Corpo-Rat Take Over at U of Illinois
Urbana, IL – Beasts lurk within the halls of our universities. They kidnap professors, raise tuition and exploit public tax dollars. The destructive monster that plagues our universities is corporate influence.
NIKE is the most visible corporation at the University of Illinois Urbana (U of I). The U of I has a deal with Nike where all the athletes must wear the NIKE corporate logo on their uniforms. NIKE gets to promote and sell their products through the U of I while the college helps cover up NIKE's sweatshops in Asia, where workers make wages below the poverty level!

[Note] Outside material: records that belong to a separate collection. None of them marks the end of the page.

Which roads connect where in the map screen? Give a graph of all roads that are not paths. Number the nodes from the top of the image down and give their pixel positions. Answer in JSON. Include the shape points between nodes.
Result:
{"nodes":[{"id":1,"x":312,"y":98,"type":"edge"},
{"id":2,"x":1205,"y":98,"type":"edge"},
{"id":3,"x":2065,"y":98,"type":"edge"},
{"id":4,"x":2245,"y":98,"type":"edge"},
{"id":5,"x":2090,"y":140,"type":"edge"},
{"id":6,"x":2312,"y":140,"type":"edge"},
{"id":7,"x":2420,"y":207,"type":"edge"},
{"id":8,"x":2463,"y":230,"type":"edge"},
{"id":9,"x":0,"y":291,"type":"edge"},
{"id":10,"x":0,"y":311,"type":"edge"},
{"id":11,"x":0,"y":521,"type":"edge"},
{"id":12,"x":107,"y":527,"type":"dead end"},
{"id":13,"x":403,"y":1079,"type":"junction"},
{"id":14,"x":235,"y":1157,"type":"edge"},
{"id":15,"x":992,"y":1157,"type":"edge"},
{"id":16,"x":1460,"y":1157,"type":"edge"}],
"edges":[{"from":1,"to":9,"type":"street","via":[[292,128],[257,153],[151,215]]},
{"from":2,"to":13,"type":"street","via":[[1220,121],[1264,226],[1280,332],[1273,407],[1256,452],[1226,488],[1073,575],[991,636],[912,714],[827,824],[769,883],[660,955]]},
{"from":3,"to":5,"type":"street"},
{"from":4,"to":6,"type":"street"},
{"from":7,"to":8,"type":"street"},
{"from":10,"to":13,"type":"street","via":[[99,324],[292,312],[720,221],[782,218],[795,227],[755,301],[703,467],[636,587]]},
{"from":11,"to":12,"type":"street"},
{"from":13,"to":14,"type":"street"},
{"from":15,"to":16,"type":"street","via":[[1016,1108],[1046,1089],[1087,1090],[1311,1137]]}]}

The U of I cut a deal with NIKE for “free shoes” for the sports teams, but nothing comes free. Asian workers are forced to slave in factories where their lungs are threatened by toxic fumes. NIKE gets away with it because Governments are paid off by big corporations or are begging for investment.
Since the early 80s, federal and state politicians have slashed education funding while investing in more prisons and more weapons. Corporations come in to fill the universities' cash vacuum. Big business will gladly donate money for new buildings, laboratories, professorships, and research. In return, they get cheap labor and cutting-edge technology to develop their products, huge tax breaks, and research results slanted in their favor.
A university's pursuit of corporate funding compromises their primary purpose: to educate students. Universities direct funds away from teaching to build research facilities and lure in corporate dollars. In the long run, schools spend far more than they get back – tuition goes up and students pay more. Professors are forced to research more and teach less. Graduate students, who are underpaid and overworked, are now the main teaching work force instead of professors. Some lectures have hundreds of students while a discussion class may have fifty or more. There are fewer people in the audience of the Jerry Springer Show! U of I administrators claim that corporate money keeps tuition lower, but they don't say why tuition goes up at double and triple the rate of inflation every year.
Raising tuition limits the chances for working class, especially low-income students. College is out of reach because of costs, not brains. While middle class students can afford a public university and the rich go to private colleges, working class kids are forced into community colleges or into low-pay service jobs.
The government must be forced to acknowledge the importance of a low-cost, quality education and invest in America's schools. Schools must cut their corporate ties or they will continue to rob students of a sound, accessible education. A strong, united student movement can change the way students learn and open up the doors to U.S. colleges.